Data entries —
☆ ☆ ☆

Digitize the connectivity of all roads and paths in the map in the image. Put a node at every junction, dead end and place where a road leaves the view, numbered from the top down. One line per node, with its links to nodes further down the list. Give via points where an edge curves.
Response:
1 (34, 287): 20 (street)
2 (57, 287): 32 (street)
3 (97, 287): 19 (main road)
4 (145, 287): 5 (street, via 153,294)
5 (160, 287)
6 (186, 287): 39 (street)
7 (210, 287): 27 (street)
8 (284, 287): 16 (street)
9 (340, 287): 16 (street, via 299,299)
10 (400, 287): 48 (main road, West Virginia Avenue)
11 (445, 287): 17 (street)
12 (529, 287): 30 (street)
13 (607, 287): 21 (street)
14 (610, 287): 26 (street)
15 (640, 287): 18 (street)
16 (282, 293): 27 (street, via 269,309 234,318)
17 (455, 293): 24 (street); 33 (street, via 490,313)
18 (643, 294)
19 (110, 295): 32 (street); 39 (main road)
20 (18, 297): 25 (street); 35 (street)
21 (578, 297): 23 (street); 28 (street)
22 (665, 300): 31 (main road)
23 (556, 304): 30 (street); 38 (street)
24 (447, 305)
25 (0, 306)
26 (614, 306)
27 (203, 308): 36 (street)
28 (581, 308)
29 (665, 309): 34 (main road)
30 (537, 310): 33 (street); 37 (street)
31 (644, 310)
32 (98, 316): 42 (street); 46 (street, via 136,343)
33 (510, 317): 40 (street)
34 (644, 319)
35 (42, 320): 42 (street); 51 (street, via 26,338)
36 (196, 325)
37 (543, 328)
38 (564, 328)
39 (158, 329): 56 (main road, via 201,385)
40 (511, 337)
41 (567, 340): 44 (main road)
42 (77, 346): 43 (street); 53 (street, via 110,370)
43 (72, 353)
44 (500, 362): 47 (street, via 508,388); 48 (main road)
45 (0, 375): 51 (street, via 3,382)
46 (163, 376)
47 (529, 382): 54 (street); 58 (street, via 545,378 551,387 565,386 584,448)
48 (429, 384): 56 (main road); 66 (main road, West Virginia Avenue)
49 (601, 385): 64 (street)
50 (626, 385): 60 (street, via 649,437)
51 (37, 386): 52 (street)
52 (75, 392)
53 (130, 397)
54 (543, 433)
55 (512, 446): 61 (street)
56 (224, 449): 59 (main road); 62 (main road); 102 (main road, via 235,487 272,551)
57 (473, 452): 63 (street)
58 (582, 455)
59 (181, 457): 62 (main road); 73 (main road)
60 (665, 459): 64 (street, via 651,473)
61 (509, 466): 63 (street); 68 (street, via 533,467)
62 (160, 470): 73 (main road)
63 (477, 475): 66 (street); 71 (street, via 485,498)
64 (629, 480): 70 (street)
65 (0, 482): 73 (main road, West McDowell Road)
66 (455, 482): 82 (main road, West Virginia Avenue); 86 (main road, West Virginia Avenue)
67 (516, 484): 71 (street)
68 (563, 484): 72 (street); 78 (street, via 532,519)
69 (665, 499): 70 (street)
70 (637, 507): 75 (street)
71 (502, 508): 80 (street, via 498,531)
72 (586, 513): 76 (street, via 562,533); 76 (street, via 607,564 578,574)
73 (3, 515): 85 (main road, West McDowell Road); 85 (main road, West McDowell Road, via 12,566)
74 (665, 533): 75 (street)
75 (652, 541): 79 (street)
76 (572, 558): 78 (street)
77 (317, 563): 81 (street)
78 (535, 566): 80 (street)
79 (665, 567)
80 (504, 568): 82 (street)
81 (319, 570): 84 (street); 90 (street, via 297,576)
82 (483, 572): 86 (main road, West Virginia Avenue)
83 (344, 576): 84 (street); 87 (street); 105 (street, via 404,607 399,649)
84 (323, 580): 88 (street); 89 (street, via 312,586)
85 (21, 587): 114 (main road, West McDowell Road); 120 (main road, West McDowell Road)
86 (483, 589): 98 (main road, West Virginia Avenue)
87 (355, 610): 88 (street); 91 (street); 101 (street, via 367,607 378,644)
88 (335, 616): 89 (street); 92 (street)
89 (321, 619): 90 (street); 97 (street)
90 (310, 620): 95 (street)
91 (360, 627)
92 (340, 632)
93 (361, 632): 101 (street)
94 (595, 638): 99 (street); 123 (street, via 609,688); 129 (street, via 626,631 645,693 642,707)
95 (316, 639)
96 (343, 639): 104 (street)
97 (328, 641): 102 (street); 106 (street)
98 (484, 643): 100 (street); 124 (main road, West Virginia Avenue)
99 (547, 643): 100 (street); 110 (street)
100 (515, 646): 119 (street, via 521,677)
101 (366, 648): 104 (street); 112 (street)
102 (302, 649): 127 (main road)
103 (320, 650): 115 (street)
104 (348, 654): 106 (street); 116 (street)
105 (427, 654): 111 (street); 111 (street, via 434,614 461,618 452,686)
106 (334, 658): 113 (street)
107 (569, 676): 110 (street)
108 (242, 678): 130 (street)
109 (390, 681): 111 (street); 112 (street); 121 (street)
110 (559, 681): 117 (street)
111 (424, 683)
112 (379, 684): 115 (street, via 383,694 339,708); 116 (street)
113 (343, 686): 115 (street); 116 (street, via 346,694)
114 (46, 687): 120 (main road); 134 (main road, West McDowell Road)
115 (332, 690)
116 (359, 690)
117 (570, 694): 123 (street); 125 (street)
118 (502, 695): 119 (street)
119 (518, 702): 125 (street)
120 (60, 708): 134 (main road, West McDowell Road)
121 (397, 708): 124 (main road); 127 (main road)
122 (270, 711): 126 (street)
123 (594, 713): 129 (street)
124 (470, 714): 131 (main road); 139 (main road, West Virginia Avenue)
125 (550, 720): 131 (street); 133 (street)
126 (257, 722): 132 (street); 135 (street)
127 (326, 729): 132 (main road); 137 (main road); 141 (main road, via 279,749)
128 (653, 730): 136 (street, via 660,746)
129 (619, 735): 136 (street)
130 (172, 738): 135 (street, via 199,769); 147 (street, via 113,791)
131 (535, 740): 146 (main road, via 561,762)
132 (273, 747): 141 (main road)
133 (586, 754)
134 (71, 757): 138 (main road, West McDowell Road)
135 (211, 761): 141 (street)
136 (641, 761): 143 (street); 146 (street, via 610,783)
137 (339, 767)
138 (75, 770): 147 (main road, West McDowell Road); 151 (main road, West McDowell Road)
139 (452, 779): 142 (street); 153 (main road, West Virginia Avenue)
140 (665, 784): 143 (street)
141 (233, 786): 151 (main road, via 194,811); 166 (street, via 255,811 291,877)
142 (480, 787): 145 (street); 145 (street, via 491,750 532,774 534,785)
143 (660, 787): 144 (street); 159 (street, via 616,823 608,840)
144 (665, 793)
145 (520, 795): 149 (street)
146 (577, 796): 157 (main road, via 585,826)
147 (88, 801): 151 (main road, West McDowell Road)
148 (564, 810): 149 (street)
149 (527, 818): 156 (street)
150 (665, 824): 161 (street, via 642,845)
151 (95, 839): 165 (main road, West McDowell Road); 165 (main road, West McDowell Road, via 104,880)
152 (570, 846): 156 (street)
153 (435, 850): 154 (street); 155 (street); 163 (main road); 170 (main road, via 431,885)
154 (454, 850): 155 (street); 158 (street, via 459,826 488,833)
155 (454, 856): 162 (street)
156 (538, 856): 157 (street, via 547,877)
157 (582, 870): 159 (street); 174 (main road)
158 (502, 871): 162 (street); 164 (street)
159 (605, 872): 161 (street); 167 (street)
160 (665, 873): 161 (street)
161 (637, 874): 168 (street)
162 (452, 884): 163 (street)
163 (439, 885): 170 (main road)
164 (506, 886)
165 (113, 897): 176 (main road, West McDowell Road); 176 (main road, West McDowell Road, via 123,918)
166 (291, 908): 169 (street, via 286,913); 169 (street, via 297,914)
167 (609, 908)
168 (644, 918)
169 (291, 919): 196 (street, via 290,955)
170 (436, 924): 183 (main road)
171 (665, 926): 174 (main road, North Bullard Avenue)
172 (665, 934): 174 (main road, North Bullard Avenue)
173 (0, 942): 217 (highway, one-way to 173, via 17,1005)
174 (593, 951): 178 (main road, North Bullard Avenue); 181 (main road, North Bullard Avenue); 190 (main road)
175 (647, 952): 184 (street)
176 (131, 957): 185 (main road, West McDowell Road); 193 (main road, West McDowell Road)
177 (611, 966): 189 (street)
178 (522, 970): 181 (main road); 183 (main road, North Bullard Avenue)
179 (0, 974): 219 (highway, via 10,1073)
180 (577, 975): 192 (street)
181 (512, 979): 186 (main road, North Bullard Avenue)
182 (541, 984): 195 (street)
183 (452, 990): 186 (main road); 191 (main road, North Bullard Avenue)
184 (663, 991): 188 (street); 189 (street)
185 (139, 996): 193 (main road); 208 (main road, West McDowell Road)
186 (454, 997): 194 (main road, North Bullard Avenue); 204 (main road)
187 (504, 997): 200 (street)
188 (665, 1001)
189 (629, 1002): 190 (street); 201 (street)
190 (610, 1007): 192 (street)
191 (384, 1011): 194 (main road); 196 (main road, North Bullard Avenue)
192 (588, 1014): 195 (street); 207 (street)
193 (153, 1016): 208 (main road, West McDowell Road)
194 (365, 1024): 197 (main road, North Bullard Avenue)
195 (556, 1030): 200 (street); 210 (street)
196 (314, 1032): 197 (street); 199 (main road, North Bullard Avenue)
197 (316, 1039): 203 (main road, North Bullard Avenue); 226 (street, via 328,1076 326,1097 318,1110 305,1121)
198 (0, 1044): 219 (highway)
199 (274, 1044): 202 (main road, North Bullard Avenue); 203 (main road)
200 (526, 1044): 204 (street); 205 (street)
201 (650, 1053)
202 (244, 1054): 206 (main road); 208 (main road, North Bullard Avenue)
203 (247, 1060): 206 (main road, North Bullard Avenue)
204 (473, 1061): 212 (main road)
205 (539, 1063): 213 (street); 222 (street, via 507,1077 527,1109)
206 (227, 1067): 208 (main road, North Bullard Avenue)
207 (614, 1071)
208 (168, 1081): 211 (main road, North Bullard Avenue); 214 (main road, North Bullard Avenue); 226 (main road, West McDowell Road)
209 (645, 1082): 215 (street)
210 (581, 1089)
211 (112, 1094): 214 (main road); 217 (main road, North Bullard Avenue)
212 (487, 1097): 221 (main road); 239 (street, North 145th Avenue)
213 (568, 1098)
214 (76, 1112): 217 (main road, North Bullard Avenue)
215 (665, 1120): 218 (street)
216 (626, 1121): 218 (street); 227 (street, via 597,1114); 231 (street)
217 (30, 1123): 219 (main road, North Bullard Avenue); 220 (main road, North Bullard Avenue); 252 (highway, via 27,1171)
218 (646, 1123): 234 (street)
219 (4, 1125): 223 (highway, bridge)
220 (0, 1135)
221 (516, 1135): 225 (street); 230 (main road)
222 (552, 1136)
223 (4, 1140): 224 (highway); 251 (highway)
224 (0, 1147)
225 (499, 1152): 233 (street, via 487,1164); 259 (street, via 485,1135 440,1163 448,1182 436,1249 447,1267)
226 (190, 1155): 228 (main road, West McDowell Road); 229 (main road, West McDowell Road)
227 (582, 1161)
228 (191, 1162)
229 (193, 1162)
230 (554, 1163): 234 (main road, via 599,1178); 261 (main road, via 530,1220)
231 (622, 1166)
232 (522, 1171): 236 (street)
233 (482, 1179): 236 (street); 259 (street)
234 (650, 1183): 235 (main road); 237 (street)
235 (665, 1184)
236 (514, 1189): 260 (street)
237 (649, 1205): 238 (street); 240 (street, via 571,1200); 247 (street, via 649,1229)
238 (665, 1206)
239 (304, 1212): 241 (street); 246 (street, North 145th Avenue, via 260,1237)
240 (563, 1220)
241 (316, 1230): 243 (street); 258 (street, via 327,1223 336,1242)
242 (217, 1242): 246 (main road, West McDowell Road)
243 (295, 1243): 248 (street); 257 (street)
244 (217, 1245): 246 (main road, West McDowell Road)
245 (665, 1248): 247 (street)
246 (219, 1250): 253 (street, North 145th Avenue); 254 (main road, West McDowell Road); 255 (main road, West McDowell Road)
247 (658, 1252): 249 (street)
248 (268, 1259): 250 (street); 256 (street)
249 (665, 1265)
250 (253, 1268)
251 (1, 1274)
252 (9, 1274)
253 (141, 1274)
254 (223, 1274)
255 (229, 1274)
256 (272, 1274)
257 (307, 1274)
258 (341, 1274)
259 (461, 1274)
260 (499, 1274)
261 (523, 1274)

☆ ☆ ☆

Exercise objective — Only a number is wanted: how many lines of the data above contain "Virginia"?

Answer — 8